Each entry in the dataset includes a review in Arabic and a rating between 1 and 5. We will convert this to a binary classification dataset by assigning reviews with a rating of above 3 a positive label of 1 and assigning reviews with a rating of less than 3 a negative label of 0.
(Disclaimer: I don't speak Arabic. Please forgive mistakes.)
# convert ratings to a binary format: 1=positive, 0=negative
import pandas as pd
df = pd.read_csv('data/arabic_hotel_reviews/balanced-reviews.txt', delimiter='\t', encoding='utf-16')
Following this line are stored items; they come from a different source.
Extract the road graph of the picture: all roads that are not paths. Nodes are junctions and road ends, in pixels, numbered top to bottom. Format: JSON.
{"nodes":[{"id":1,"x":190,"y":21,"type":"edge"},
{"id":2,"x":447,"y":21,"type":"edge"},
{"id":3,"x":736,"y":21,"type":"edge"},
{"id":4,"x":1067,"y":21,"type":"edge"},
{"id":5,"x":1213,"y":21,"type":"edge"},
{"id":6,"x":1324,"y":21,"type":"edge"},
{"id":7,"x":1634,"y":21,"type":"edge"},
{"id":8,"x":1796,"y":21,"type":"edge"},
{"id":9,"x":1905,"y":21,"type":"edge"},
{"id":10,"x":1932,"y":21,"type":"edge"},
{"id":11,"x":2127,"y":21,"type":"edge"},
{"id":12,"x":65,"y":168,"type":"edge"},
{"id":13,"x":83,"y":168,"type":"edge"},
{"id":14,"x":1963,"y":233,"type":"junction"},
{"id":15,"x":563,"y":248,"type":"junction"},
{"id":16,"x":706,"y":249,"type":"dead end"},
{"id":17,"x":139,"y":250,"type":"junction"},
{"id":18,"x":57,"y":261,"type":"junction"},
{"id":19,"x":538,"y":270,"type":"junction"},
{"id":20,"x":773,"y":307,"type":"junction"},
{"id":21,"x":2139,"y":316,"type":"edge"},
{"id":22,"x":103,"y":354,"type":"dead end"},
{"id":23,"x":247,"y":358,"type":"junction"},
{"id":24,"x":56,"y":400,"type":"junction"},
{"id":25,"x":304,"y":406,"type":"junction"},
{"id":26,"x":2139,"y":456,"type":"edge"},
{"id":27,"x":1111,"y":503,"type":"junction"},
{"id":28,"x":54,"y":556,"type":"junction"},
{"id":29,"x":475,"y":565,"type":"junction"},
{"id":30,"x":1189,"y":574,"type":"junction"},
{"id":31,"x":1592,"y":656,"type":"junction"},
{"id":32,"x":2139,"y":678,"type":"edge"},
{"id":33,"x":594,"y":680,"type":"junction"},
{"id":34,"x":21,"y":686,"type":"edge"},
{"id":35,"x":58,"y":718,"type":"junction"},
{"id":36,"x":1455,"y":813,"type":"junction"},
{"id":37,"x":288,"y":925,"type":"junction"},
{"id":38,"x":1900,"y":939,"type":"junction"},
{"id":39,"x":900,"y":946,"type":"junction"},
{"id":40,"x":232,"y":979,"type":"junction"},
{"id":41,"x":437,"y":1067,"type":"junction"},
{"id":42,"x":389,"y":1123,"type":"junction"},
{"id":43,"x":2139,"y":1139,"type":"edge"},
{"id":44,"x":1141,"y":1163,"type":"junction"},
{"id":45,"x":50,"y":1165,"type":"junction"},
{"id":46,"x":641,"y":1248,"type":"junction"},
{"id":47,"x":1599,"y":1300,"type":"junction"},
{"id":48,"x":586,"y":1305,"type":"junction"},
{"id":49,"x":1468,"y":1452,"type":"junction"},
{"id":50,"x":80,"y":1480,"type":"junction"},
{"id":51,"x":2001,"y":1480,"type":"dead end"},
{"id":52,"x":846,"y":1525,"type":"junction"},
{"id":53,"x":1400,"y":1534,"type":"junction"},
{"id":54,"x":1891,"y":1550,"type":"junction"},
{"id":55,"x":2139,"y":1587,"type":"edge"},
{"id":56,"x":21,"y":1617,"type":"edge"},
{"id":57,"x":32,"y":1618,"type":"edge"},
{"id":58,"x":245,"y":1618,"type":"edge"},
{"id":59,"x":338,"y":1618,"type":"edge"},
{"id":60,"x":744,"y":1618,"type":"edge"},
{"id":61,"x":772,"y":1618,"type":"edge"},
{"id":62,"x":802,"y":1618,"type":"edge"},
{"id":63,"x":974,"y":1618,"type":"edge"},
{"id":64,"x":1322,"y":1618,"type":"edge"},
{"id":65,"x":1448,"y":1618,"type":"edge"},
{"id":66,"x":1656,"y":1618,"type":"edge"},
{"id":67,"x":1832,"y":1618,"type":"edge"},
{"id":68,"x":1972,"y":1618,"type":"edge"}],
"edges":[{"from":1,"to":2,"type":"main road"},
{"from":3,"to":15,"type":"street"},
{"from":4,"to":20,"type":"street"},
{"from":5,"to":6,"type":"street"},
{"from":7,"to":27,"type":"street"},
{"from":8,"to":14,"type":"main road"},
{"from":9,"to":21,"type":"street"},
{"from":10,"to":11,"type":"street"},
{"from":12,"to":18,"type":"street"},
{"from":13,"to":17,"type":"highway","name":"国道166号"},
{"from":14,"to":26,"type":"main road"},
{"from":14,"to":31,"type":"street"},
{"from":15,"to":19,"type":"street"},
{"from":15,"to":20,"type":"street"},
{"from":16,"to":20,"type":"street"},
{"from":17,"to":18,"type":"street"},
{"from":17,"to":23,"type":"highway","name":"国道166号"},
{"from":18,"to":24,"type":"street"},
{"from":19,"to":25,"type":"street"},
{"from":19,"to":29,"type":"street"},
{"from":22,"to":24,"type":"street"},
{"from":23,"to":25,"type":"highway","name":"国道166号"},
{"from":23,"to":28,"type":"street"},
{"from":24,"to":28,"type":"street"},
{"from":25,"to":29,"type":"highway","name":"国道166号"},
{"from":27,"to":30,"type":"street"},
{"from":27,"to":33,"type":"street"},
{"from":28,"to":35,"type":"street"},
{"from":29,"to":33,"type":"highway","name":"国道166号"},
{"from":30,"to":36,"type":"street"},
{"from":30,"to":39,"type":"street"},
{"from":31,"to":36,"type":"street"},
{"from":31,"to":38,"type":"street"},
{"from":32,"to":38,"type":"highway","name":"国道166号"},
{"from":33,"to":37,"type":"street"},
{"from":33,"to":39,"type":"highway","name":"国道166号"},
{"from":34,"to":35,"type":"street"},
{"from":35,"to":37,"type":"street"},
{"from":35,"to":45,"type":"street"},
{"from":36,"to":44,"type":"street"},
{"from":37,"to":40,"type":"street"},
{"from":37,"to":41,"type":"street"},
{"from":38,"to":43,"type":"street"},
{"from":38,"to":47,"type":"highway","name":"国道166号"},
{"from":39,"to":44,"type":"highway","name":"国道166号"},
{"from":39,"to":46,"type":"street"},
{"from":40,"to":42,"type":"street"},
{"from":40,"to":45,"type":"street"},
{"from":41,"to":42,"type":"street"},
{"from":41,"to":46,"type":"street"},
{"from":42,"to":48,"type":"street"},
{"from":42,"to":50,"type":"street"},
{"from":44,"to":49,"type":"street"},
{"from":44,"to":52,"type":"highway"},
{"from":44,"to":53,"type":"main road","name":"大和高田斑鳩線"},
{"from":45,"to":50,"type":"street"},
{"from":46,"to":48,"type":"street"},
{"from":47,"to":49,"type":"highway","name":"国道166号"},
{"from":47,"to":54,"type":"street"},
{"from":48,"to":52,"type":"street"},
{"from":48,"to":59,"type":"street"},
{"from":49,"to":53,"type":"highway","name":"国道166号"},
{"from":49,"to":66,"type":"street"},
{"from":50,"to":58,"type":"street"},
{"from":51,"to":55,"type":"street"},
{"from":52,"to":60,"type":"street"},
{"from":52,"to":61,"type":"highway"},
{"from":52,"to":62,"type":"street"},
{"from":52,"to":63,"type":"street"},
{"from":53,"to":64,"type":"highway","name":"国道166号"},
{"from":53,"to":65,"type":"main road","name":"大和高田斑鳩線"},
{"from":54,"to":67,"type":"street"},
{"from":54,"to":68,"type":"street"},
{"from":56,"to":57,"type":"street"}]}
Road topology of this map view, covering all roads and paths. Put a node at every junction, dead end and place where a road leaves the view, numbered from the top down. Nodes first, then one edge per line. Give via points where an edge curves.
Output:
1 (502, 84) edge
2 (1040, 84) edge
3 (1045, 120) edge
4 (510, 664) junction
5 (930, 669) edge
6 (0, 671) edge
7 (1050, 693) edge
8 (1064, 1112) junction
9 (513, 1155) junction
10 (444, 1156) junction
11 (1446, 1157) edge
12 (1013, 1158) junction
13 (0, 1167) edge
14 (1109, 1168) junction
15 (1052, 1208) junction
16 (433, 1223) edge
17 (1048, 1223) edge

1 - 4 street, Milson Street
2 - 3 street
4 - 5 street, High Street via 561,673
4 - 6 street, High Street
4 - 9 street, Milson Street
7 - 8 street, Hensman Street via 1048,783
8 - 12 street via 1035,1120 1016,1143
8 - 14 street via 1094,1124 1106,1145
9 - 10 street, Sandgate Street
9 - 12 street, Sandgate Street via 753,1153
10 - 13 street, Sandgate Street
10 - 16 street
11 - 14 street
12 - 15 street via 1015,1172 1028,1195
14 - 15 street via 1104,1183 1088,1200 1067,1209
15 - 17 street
df = df[['rating', 'review']]
df['rating'] = df['rating'].apply(lambda x: 'neg' if x < 3 else 'pos')
df.columns = ['label', 'text']
df = pd.concat([df, df.label.astype('str').str.get_dummies()], axis=1, sort=False)
df = df[['text', 'neg', 'pos']]
df.head()
text | neg | pos | |
---|---|---|---|
0 | “ممتاز”. النظافة والطاقم متعاون. | 1 | 0 |
1 | استثنائي. سهولة إنهاء المعاملة في الاستقبال. ل... | 0 | 1 |
2 | استثنائي. انصح بأختيار الاسويت و بالاخص غرفه ر... | 0 | 1 |
3 | “استغرب تقييم الفندق كخمس نجوم”. لا شي. يستحق ... | 1 | 0 |
4 | جيد. المكان جميل وهاديء. كل شي جيد ونظيف بس كا... | 0 | 1 |
First, we use the texts_from_df
function to load and preprocess the data in to arrays that can be directly fed into a neural network model.
We set val_pct
as 0.1, which will automatically sample 10% of the data for validation. We specifiy preprocess_mode='bert'
, as we will fine-tuning a BERT model in this example. If using a different model, you will select preprocess_mode='standard'
.
Notice that there is nothing speical or extra we need to do here for non-English text. ktrain automatically detects the language and character encoding and prepares the data and configures the model appropriately.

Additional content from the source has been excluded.